According to the Ugandan constitution, in order for the police or a traditional healer or anyone to search your home, they must have a search warrant, like in America. At this ceremony, they had no search warrant and yet the healer and others were allowed to enter Ronald’s home, search it, seize items from it, burn them, probably destroy the house, and later most likely murder him. If Ronald knew the law, which he doesn’t, he could sue the police, the healer, and others. He could say his name and image were tarnished and be compensated 2,000,000 shillings for that as well as for the destruction of his home and property, such as the bags. The chances that he would win the case are extremely high, because how can anyone prove in court that evil spirits were the cause of the victim family’s illnesses and death? I told Luke I wanted to help Ronald, to give him the pictures and footage we took of the ceremony so he could use them in court to prove he was not served with a search warrant.
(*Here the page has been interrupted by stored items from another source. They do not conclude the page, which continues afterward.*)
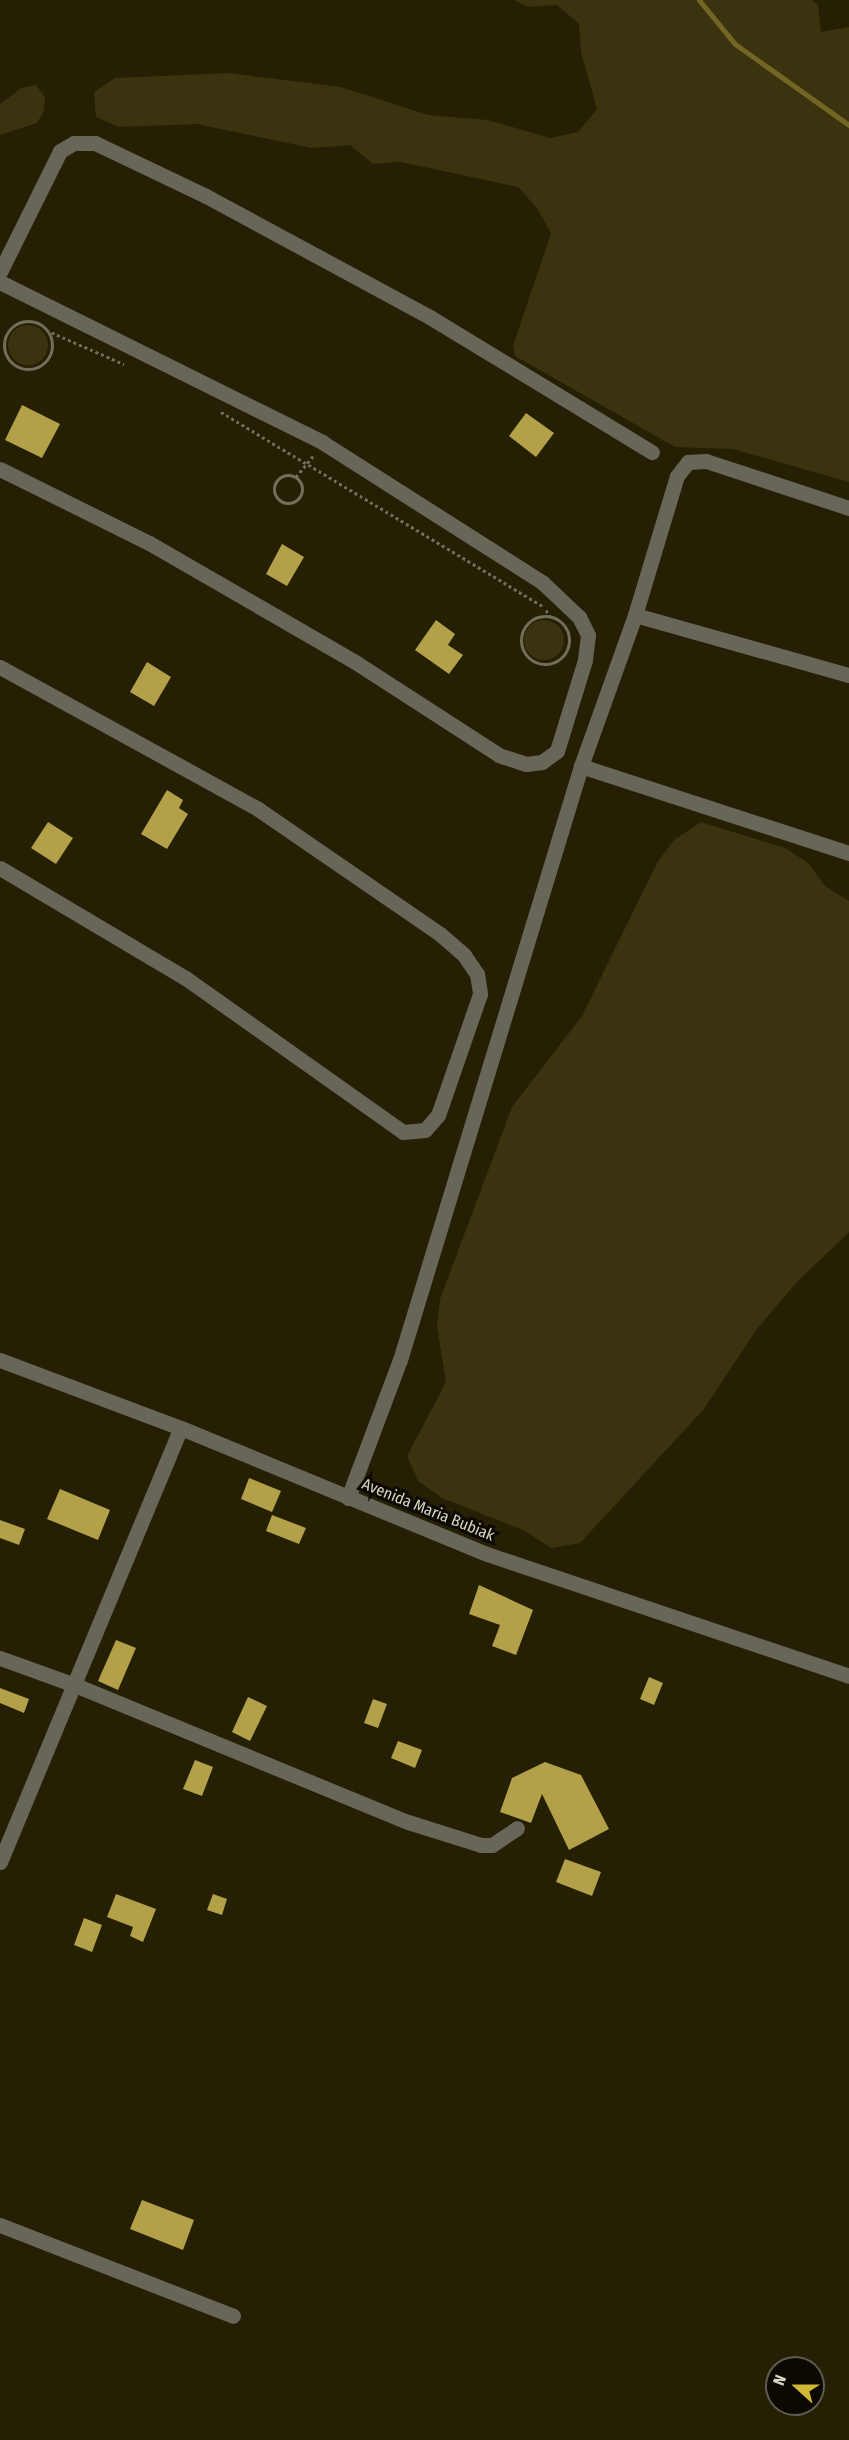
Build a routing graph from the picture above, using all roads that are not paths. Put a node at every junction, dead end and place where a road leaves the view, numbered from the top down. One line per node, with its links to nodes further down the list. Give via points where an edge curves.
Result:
1 (0, 272): 3 (street, via 60,151 74,143 95,143 206,196 428,316)
2 (0, 282): 4 (street, via 322,442 543,583 579,617 588,635 585,660 557,750 542,762 511,761 357,663 149,543)
3 (652, 452)
4 (0, 469)
5 (849, 508): 6 (street, via 706,461 688,462 677,476)
6 (634, 615): 8 (street); 9 (street)
7 (0, 667): 11 (street, via 258,809 441,934 464,955 477,974 480,994 438,1115 425,1130 403,1132 187,979)
8 (849, 675)
9 (581, 766): 10 (street); 14 (street, via 400,1360)
10 (849, 853)
11 (0, 868)
12 (0, 1360): 13 (street, Avenida Maria Bubiak)
13 (181, 1428): 14 (street, Avenida Maria Bubiak); 17 (street)
14 (348, 1498): 16 (street, Avenida Maria Bubiak, via 487,1554)
15 (0, 1658): 17 (street)
16 (849, 1676)
17 (75, 1685): 18 (street, via 408,1822 481,1845 492,1845); 19 (street)
18 (517, 1828)
19 (0, 1862)
20 (0, 2225): 21 (street)
21 (233, 2316)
“Ronald could only use the footage and pictures if we published them in the newspaper or broadcast them on TV,” Luke told me. “If we supply him with the raw clips and photos, the villagers would think we were spies trying to help him the whole time, instead of attending the ceremony to write and shoot a legitimate journalism story about it.”

We would be outcasts in the community, and since Luke lived there and people knew who he was, he couldn’t do that for Ronald. The fact remains that if these people really want to hold onto this outdated belief system, fine. But why not try a healer and a real doctor in a real hospital? What have they got to lose? They just think it’s a waste of time, because the real reason for unexplainable things is invisible spirits and powers that can’t be proved. The fact that Ugandans are mostly Christian doesn’t dissuade uneducated segments of the population from letting go of their superstitious beliefs regarding witchcraft.